Once you understand what goes into an expense ratio, it becomes clear why some funds cost more than others. Actively managed funds typically charge higher fees because they require portfolio managers and research teams to select and monitor investments.
In contrast, passive funds simply track an index benchmark, such as the S&P 500 or Nasdaq-100, and therefore have much lower costs. They either fully replicate or sample the index, reducing the need for active decision-making and ongoing research.
“The returns of the market have been driven by a small percentage of big winners,” says Robert Johnson, professor of finance at Creighton University’s Heider College of Business. “For most, trying to pick winners ex-ante is a loser’s game, so the solution is to invest in diversified index funds where you don’t have to pick the winners.”
The growing popularity of index investing has also led to a trend known as fee compression. As more investors shift toward low-cost passive strategies, fund providers have been forced to lower fees to remain competitive.
Vanguard has been a major driver of this trend, thanks to its unique cooperative structure where the company is effectively owned by its fund investors. However, it does not always offer the absolute lowest-cost option in every category.
Competing firms like Fidelity Investments have introduced zero-expense-ratio mutual funds, while others such as BNY Mellon offer zero-expense-ratio ETFs.
Here are 10 of the best low-cost index funds to buy in 2026:
| Fund | Expense Ratio |
| Vanguard 500 Index Fund Admiral Shares (ticker: VFIAX) | 0.04% |
| Vanguard Total Stock Market Index Fund Admiral Shares (VTSAX) | 0.04% |
| Vanguard Total International Stock Index Fund Admiral Shares (VTIAX) | 0.09% |
| Vanguard Extended Market Index Fund Admiral Shares (VEXAX) | 0.05% |
| State Street SPDR Portfolio S&P 500 ETF (SPYM) | 0.02% |
| Fidelity Zero Large Cap Index Fund (FNILX) | 0.00% |
| Fidelity Zero Total Market Index Fund (FZROX) | 0.00% |
| Fidelity Zero International Index Fund (FZILX) | 0.00% |
| Fidelity Zero Extended Market Index Fund (FZIPX) | 0.00% |
| BNY Mellon US Large Cap Core Equity ETF (BKLC) | 0.00% |
Vanguard 500 Index Fund Admiral Shares (VFIAX)
“Beating the market is a zero-sum game — it’s impossible for all investors in aggregate to outperform the market, as investors can’t all be above average,” explains Rodney Comegys, chief investment officer at Vanguard Capital Management and head of global equity at Vanguard.
The latest update to the S&P Indices Versus Active (SPIVA) report discloses that over the past 15 years, 89.9% of all large-cap funds underperformed the S&P 500. Investors can position themselves to succeed by investing in VFIAX, which tracks the S&P 500 at a low 0.04% expense ratio.
Vanguard Total Stock Market Index Fund Admiral Shares (VTSAX)
“Broad-market index funds use highly efficient investment strategies with minimal portfolio turnover, which means fewer taxable capital gains distributions for investors,” Comegys says.

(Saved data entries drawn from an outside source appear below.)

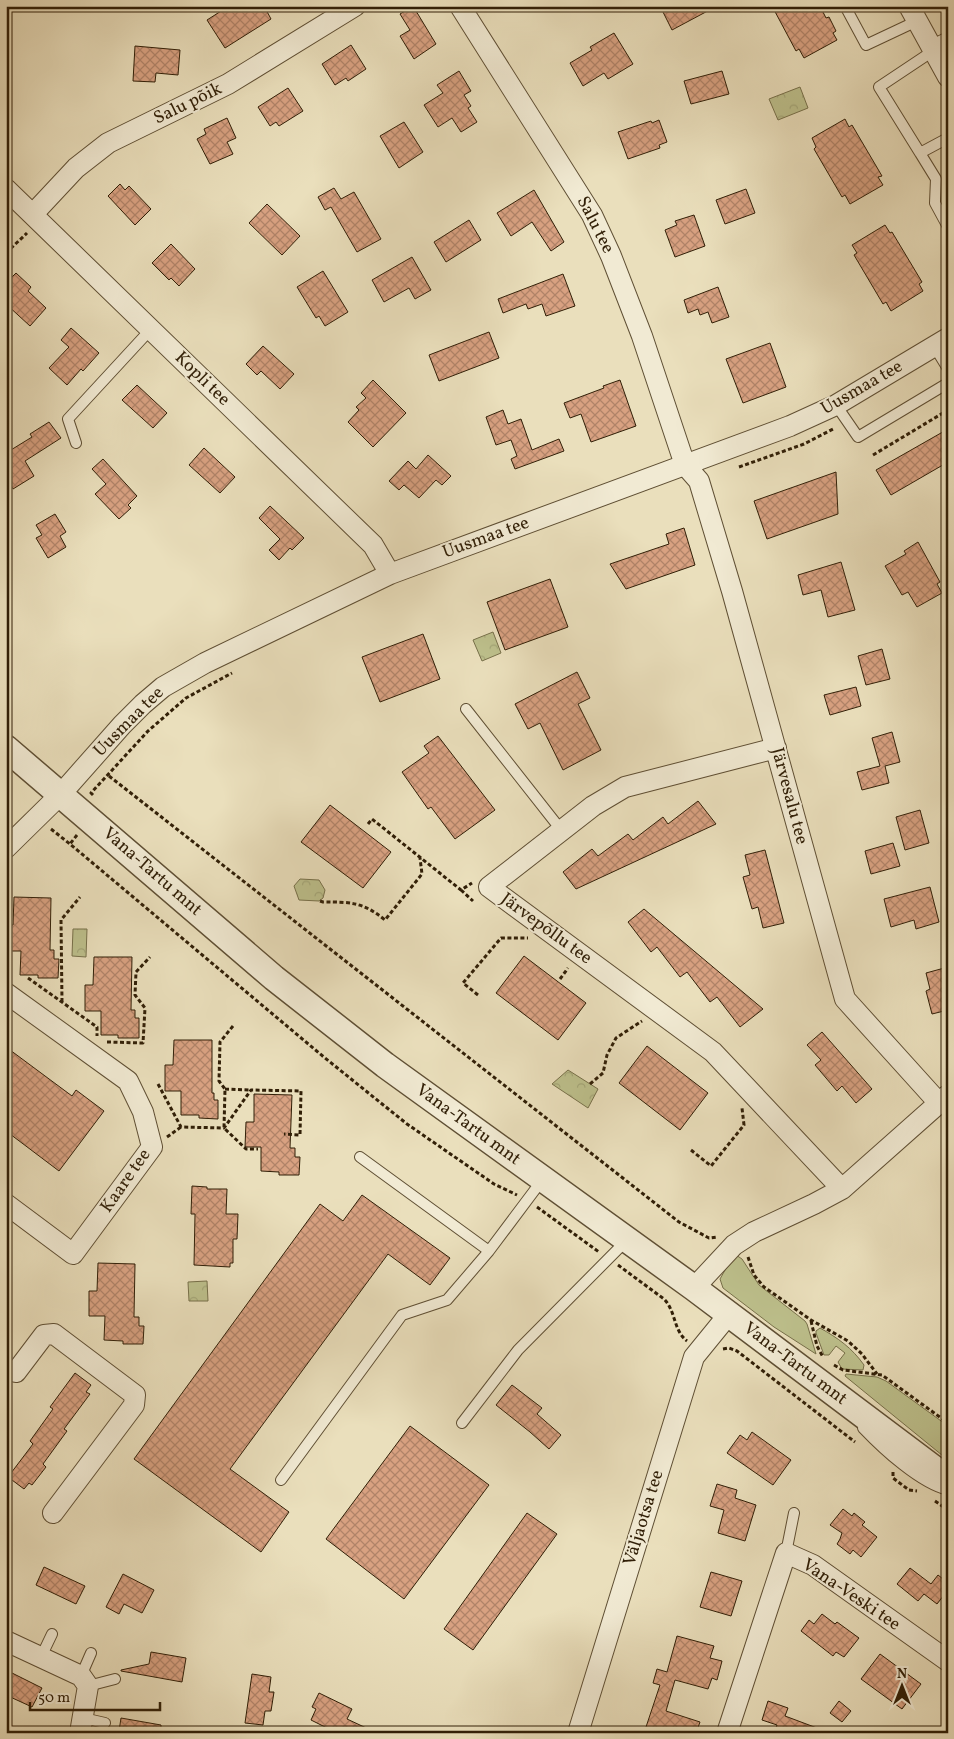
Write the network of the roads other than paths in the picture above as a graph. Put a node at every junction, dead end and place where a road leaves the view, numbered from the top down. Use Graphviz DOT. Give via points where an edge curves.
graph roads {
  1 [pos="355,6"];
  2 [pos="460,6"];
  3 [pos="845,6"];
  4 [pos="913,14"];
  5 [pos="948,37"];
  6 [pos="931,49"];
  7 [pos="948,77"];
  8 [pos="948,138"];
  9 [pos="920,153"];
  10 [pos="6,189"];
  11 [pos="33,214"];
  12 [pos="948,227"];
  13 [pos="150,329"];
  14 [pos="941,342"];
  15 [pos="948,369"];
  16 [pos="948,383"];
  17 [pos="836,405"];
  18 [pos="76,443"];
  19 [pos="685,465"];
  20 [pos="390,574"];
  21 [pos="466,709"];
  22 [pos="6,748"];
  23 [pos="776,748"];
  24 [pos="61,794"];
  25 [pos="562,831"];
  26 [pos="6,848"];
  27 [pos="6,993"];
  28 [pos="943,1098"];
  29 [pos="360,1157"];
  30 [pos="544,1178"];
  31 [pos="842,1189"];
  32 [pos="6,1204"];
  33 [pos="628,1240"];
  34 [pos="489,1250"];
  35 [pos="694,1288"];
  36 [pos="729,1314"];
  37 [pos="776,1337"];
  38 [pos="824,1368"];
  39 [pos="10,1374"];
  40 [pos="885,1418"];
  41 [pos="462,1423"];
  42 [pos="913,1453"];
  43 [pos="948,1479"];
  44 [pos="281,1480"];
  45 [pos="948,1490"];
  46 [pos="53,1513"];
  47 [pos="794,1513"];
  48 [pos="786,1553"];
  49 [pos="52,1634"];
  50 [pos="6,1641"];
  51 [pos="91,1653"];
  52 [pos="43,1662"];
  53 [pos="948,1662"];
  54 [pos="115,1679"];
  55 [pos="84,1681"];
  56 [pos="105,1723"];
  57 [pos="82,1726"];
  58 [pos="578,1733"];
  59 [pos="727,1733"];
  1 -- 11 [label="street, Salu põik" via="228,84 108,143 76,168"];
  2 -- 19 [label="street, Salu tee" via="592,215 642,336"];
  3 -- 4 [label="lane" via="866,46"];
  4 -- 6 [label="street"];
  5 -- 6 [label="lane"];
  6 -- 7 [label="street"];
  6 -- 9 [label="lane" via="879,87"];
  8 -- 9 [label="lane"];
  9 -- 12 [label="lane" via="936,179 935,203"];
  10 -- 11 [label="street, Kopli tee"];
  11 -- 13 [label="street, Kopli tee"];
  13 -- 18 [label="lane" via="68,419"];
  13 -- 20 [label="street, Kopli tee" via="373,545"];
  14 -- 15 [label="lane"];
  14 -- 17 [label="street, Uusmaa tee"];
  16 -- 17 [label="lane" via="858,437"];
  17 -- 19 [label="street, Uusmaa tee" via="790,426"];
  19 -- 20 [label="street, Uusmaa tee"];
  19 -- 23 [label="street, Järvesalu tee" via="700,481"];
  20 -- 24 [label="street, Uusmaa tee" via="205,662 163,687 122,725"];
  21 -- 25 [label="lane"];
  22 -- 24 [label="street, Vana-Tartu mnt"];
  23 -- 25 [label="street, Järvepõllu tee" via="625,787 593,806"];
  23 -- 28 [label="street, Järvesalu tee" via="845,999"];
  24 -- 26 [label="street, Uusmaa tee"];
  24 -- 30 [label="street, Vana-Tartu mnt" via="274,978 385,1065"];
  25 -- 31 [label="street, Järvepõllu tee" via="489,887 713,1052"];
  27 -- 32 [label="street, Kaare tee" via="91,1046 128,1081 143,1112 152,1147 73,1254"];
  28 -- 31 [label="street"];
  29 -- 34 [label="lane"];
  30 -- 33 [label="street, Vana-Tartu mnt"];
  30 -- 34 [label="lane"];
  31 -- 35 [label="street" via="734,1245"];
  33 -- 35 [label="street, Vana-Tartu mnt"];
  33 -- 41 [label="lane" via="518,1350"];
  34 -- 44 [label="lane" via="447,1300 402,1315"];
  35 -- 36 [label="street, Vana-Tartu mnt"];
  36 -- 37 [label="lane"];
  36 -- 38 [label="street, Vana-Tartu mnt"];
  36 -- 58 [label="street, Väljaotsa tee" via="694,1357"];
  38 -- 42 [label="street, Vana-Tartu mnt"];
  38 -- 45 [label="lane" via="882,1448 934,1487"];
  39 -- 46 [label="street" via="44,1334 54,1334 135,1395 134,1405"];
  40 -- 42 [label="lane"];
  42 -- 43 [label="street, Vana-Tartu mnt"];
  47 -- 48 [label="lane"];
  48 -- 53 [label="street, Vana-Veski tee" via="813,1565"];
  48 -- 59 [label="street, Vana-Veski tee"];
  49 -- 52 [label="lane"];
  50 -- 52 [label="street"];
  51 -- 55 [label="lane"];
  52 -- 55 [label="street"];
  54 -- 55 [label="lane"];
  55 -- 57 [label="street"];
  56 -- 57 [label="lane"];
}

For example, despite holding over 3,500 stocks VTSAX has a minimal annual portfolio turnover rate of just 2.6%.
This Vanguard fund offers greater diversification compared to VFIAX’s large-cap focus. VTSAX’s portfolio owns thousands of small- and mid-cap stocks excluded by the S&P 500 index. However, its use of market-cap weighting results in similar historical performance. VTSAX charges a 0.04% expense ratio.
Vanguard Total International Stock Index Fund Admiral Shares (VTIAX)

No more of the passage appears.